Financial assistance form the government will be needed throughout this tough year. In the absence of government help, the NFU says that banks will need to show their support. "Ensuring that lending is available to dairy farmers at sensible, competitive rates, would send a very positive signal to producers at a time when cash flow requirements are likely to rise," says the NFU.

Market Development

Red Tractor: giving consumers what they want?

The first thing that the NFU mentions in its survival plan is market development. Supporting and promoting brands such as Red Tractor is an essential goal if British products are to stand out in the supermarket. Consumer awareness campaigns like this can help to cultivate the growing consumer demand for British, local, quality-assured, traceable food. The NFU asks that all manufacturers and retailers should play their part in promoting the red Tractor logo predominantly on their dairy products.

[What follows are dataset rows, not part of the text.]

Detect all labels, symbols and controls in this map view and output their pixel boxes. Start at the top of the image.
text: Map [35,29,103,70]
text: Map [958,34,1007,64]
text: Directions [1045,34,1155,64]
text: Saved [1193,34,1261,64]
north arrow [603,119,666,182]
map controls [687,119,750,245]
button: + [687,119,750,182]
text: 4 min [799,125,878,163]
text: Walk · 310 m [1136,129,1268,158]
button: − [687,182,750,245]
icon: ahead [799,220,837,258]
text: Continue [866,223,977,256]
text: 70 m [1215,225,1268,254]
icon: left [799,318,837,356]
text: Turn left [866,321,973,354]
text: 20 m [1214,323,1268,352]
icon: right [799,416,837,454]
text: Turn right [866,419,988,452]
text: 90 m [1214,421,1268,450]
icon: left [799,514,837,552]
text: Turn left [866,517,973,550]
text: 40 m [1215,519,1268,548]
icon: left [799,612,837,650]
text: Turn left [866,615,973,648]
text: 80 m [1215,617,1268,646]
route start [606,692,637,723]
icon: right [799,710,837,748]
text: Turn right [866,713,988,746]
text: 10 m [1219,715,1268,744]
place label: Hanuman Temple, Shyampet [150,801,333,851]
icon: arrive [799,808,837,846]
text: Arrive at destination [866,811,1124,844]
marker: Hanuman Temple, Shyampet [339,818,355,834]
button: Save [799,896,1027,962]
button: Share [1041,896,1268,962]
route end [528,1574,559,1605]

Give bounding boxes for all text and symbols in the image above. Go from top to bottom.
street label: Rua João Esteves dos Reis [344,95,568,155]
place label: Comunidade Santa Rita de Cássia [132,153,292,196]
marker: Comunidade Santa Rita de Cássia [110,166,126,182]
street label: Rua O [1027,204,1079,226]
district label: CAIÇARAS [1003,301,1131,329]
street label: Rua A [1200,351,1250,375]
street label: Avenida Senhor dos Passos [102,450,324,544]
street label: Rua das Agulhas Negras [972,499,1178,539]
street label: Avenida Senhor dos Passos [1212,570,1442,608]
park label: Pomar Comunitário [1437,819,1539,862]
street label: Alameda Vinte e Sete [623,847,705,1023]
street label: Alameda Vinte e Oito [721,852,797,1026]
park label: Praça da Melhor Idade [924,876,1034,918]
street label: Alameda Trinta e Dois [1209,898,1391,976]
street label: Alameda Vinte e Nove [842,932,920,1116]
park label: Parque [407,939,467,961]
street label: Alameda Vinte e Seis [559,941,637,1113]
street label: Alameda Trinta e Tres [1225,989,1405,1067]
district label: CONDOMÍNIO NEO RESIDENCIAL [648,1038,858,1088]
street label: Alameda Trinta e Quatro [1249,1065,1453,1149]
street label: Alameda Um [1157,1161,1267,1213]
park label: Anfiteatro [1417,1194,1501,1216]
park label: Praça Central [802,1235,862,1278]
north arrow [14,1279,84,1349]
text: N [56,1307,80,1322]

However, there is concern that many food retailers and government departments are shifting towards foreign cheaper sources that do not ensure the same quality. Lower end cheese products have saw a large increase in UK imports between 2007 and 2008. It is important that farmers begin to see some long term commitment for cheese, butter, cream and yoghurt from retailers.

Innovation research and promotion are the driving forces of any product and costs to uphold these measures must continue to be met. The NFU says that it is essential that cutbacks on advertisement do not occur during these difficult time. The knowledge that the industry has an ambitious vision of its future is invaluable for promoting sector confidence.

Supply Chain Efficiency

Farm inputs are one of the main determinants of efficiency on a farmers level and are, by-and-large, out of their hands. However, farmers still have an important role to play in this survival plan. Forward buying tools and buying groups may assist in access to certain products and farmers must seek out the best deals to ensure that they make the market work for them.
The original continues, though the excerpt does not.